Sending works the same as receiving, only you'd use WSASend or TransmitPackets. The buffer must remain valid until the send has completed, which it does. You give it back to the allocator (so someone else can overwrite it) once you get the complete notification.

Using TransmitPackets, you can pack together several packets into one send, but I don't think you will gain an awful lot. First of all, they must all go to the same socket, so it isn't particularly useful to begin with. You usually want to send several packets to different computers, that is, to different sockets.

Second, collapsing an unknown number of packets into one send means you need to either manage a number of buffers somehow, which is painful (presumably you'd have to do something like above, and include an array of pointers in the structure that holds the OVERLAPPED -- otherwise you won't be able to find and recycle them once the send completes!). Or, you must allocate a single large block on the heap , which will stress-test the heap allocator and cause memory fragmentation (and likely destroy any gains you get from saving a few extra calls to TransmitPacket).
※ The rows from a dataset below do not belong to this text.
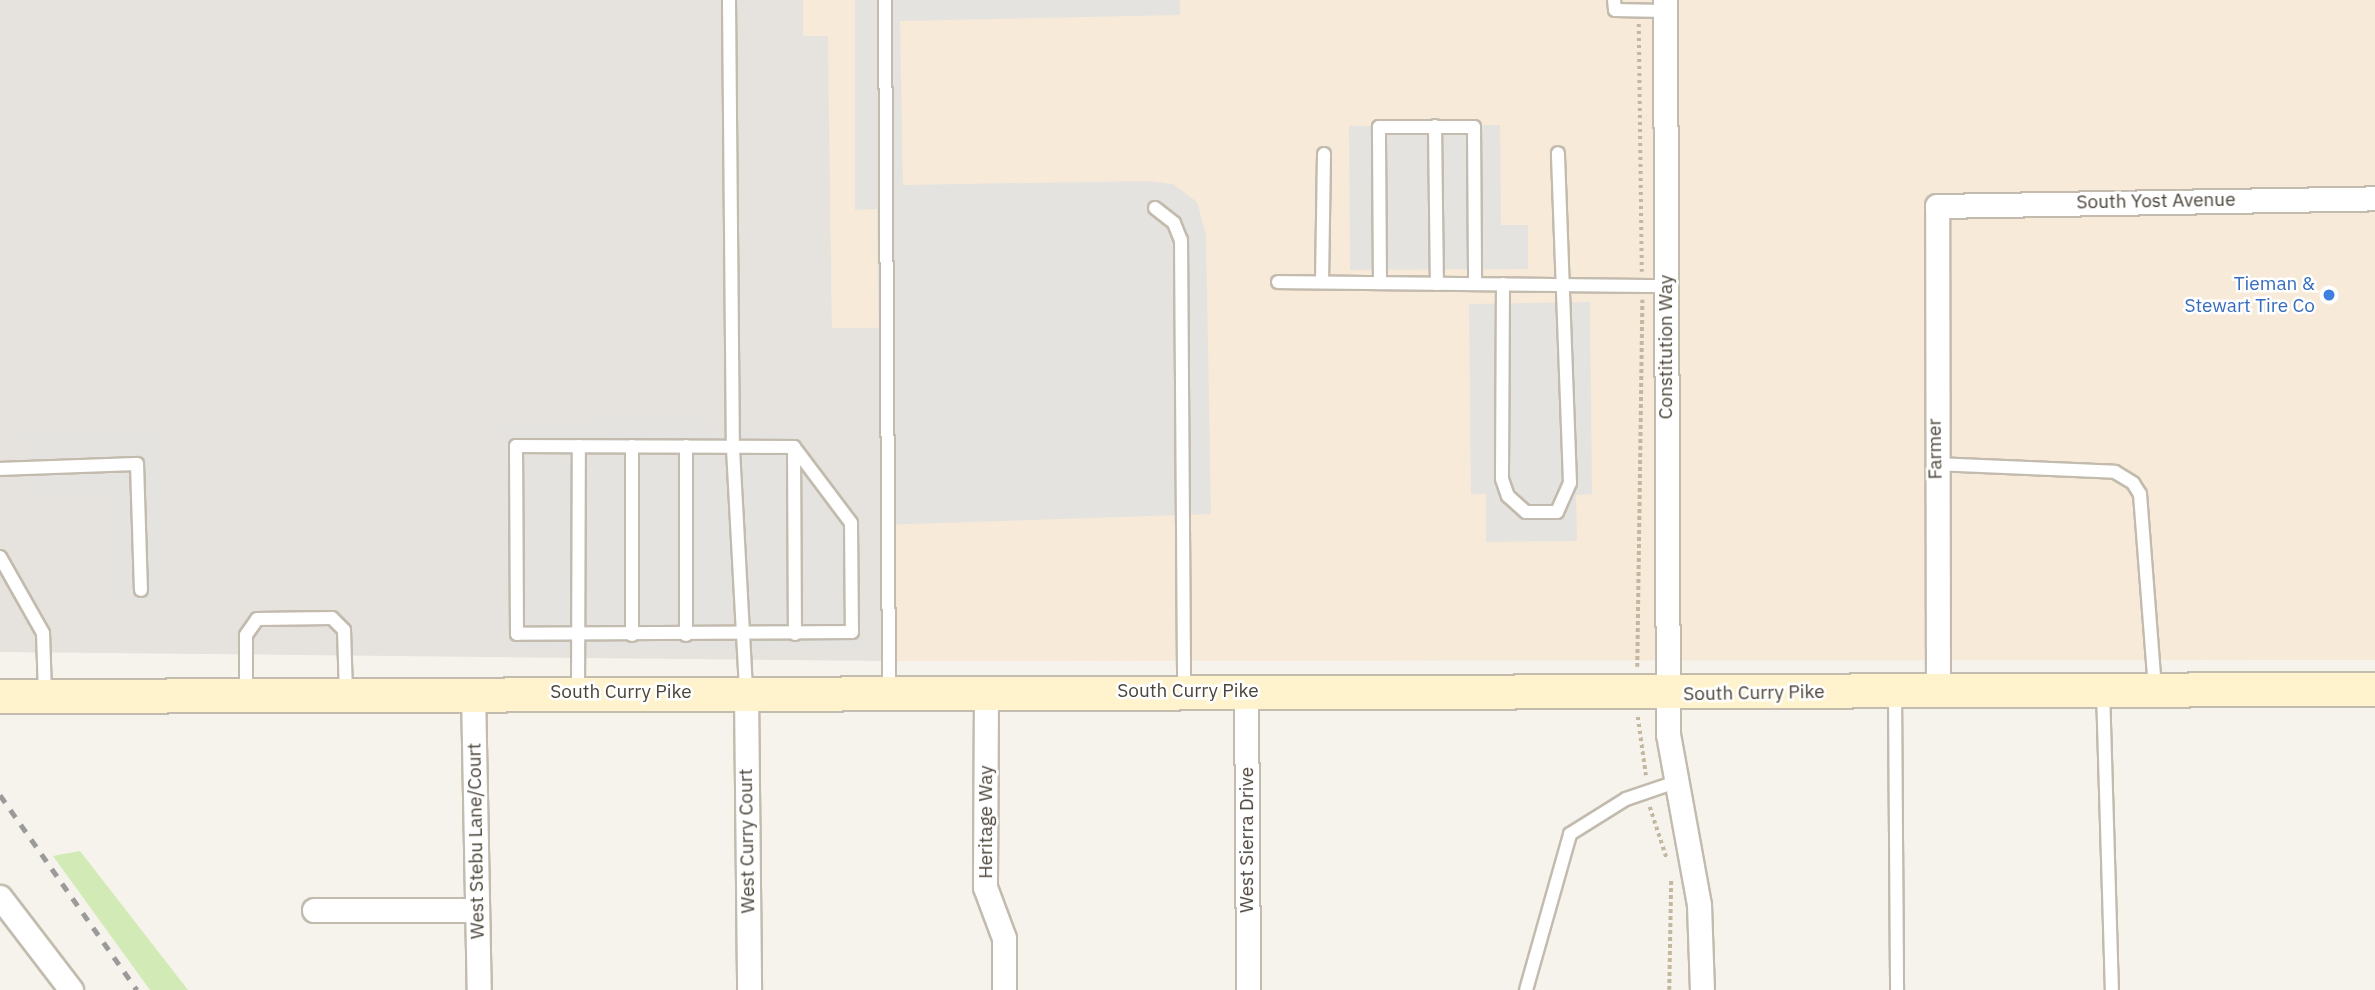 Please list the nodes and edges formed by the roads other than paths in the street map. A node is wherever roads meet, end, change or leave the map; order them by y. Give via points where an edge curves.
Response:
1 (729, 0) edge
2 (884, 0) edge
3 (1614, 0) edge
4 (1665, 6) edge
5 (1435, 126) junction
6 (1558, 153) dead end
7 (1324, 154) dead end
8 (2375, 198) edge
9 (1937, 206) joint
10 (1155, 208) dead end
11 (1278, 282) dead end
12 (1322, 282) junction
13 (1380, 283) junction
14 (1437, 284) junction
15 (1475, 284) junction
16 (1503, 284) junction
17 (1563, 285) junction
18 (1666, 286) junction
19 (579, 446) junction
20 (632, 446) junction
21 (686, 446) junction
22 (733, 446) junction
23 (794, 447) junction
24 (1935, 464) junction
25 (0, 468) edge
26 (0, 557) edge
27 (141, 590) dead end
28 (795, 634) junction
29 (578, 635) junction
30 (632, 635) junction
31 (686, 635) junction
32 (743, 635) junction
33 (2375, 689) edge
34 (1184, 690) junction
35 (1245, 690) junction
36 (2103, 690) junction
37 (2155, 690) junction
38 (473, 691) junction
39 (1938, 691) junction
40 (578, 692) junction
41 (746, 692) junction
42 (888, 692) junction
43 (986, 692) junction
44 (1895, 692) junction
45 (346, 693) junction
46 (1667, 694) junction
47 (45, 695) junction
48 (246, 695) junction
49 (0, 696) edge
50 (1673, 783) junction
51 (0, 897) edge
52 (314, 910) dead end
53 (477, 910) junction
54 (71, 990) edge
55 (479, 990) edge
56 (748, 990) edge
57 (1004, 990) edge
58 (1248, 990) edge
59 (1526, 990) edge
60 (1702, 990) edge
61 (1897, 990) edge
62 (2112, 990) edge

1 - 22 lane
2 - 42 lane
3 - 4 lane via 1615,10
4 - 18 street, Constitution Way
5 - 13 lane via 1379,127
5 - 14 lane
5 - 15 lane via 1474,127
6 - 17 lane
7 - 12 lane
8 - 9 street, South Yost Avenue
9 - 24 street, Farmer
10 - 34 lane via 1174,223 1181,240
11 - 12 lane
12 - 13 lane
13 - 14 lane
14 - 15 lane
15 - 16 lane
16 - 17 lane
16 - 17 lane via 1502,479 1508,496 1526,512 1557,512 1570,483
17 - 18 lane
18 - 46 street, Constitution Way
19 - 20 lane
19 - 29 lane
19 - 29 lane via 516,446 517,634
20 - 21 lane
20 - 30 lane
21 - 22 lane
21 - 31 lane
22 - 23 lane
22 - 32 lane
23 - 28 lane
23 - 28 lane via 851,523 852,618 852,632
24 - 37 lane via 2115,472 2133,483 2140,494
24 - 39 street, Farmer
25 - 27 lane via 137,464
26 - 47 lane via 43,633
28 - 32 lane
29 - 30 lane
29 - 40 lane
30 - 31 lane
31 - 32 lane
32 - 41 lane
33 - 37 main road, South Curry Pike
34 - 35 main road, South Curry Pike
34 - 43 main road, South Curry Pike
35 - 46 main road, South Curry Pike
35 - 58 street, West Sierra Drive
36 - 37 main road, South Curry Pike
36 - 39 main road, South Curry Pike
36 - 62 lane
38 - 40 main road, South Curry Pike
38 - 45 main road, South Curry Pike
38 - 53 street, West Stebu Lane/Court
39 - 44 main road, South Curry Pike
40 - 41 main road, South Curry Pike
41 - 42 main road, South Curry Pike
41 - 56 street, West Curry Court
42 - 43 main road, South Curry Pike
43 - 57 street, Heritage Way via 985,887 1004,938
44 - 46 main road, South Curry Pike
44 - 61 lane
45 - 48 main road, South Curry Pike
45 - 48 lane via 339,621 257,619 246,635
46 - 50 street, Constitution Way
47 - 48 main road, South Curry Pike
47 - 49 main road, South Curry Pike
50 - 59 lane via 1626,799 1570,834
50 - 60 street, Constitution Way via 1695,870
51 - 54 street
52 - 53 street
53 - 55 street, West Stebu Lane/Court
All in all, TransmitFile (or TransmitPackets) is by far less useful than it sounds at first. The same is true for e.g. sendfile under Linux which is great for a webserver, but not really all that useful otherwise (however, Linux does have a truly useful pair of functions if you use UDP: recvmmsg and sendmmsg -- these let you scatter/gather receive and send a whole bunch of datagrams from and to several different addresses in one call, sadly there exists no version that works with TCP).

The idea behind that is that you cannot receive data in parallel because they are passed through your networking line. Its serial. So it makes no sense to read the data in different threads.


For single packets (UDP datagrams less than 1.5 kB, say) this is true.
For network "streams" that are made up of multiple packets (such as TCP/HTTP) this is not true -- different clients will interleave packets on the wire.
In fact, if you read data only from a single connection, someone can lock up your server by opening a connection, and sending only a single byte, and then doing nothing (letting the connection stay open.)
enum Bool { True, False, FileNotFound };
Yes.

I use a signalfd where all socket IO gets signaled to. This way I can than use a blocking read from there to get a stream of events that each reads into buffers that are connected to the handle in nearly the same order as the packets come in from the wire.

This way I have a very simple loop the shuffles in data from the wire into a number of workers.
Great, That sounds like the classic event-driven single-threaded networking model, which usually works very well!
enum Bool { True, False, FileNotFound };
Its a bit better. I do not need to go through a signal handler. Using one of the real time signals instead of SIGIO gives me a signal queue. And the file descriptor is buffered itself.
What i do not implemented yet is the usage of different signals for http and https. But maybe comes later.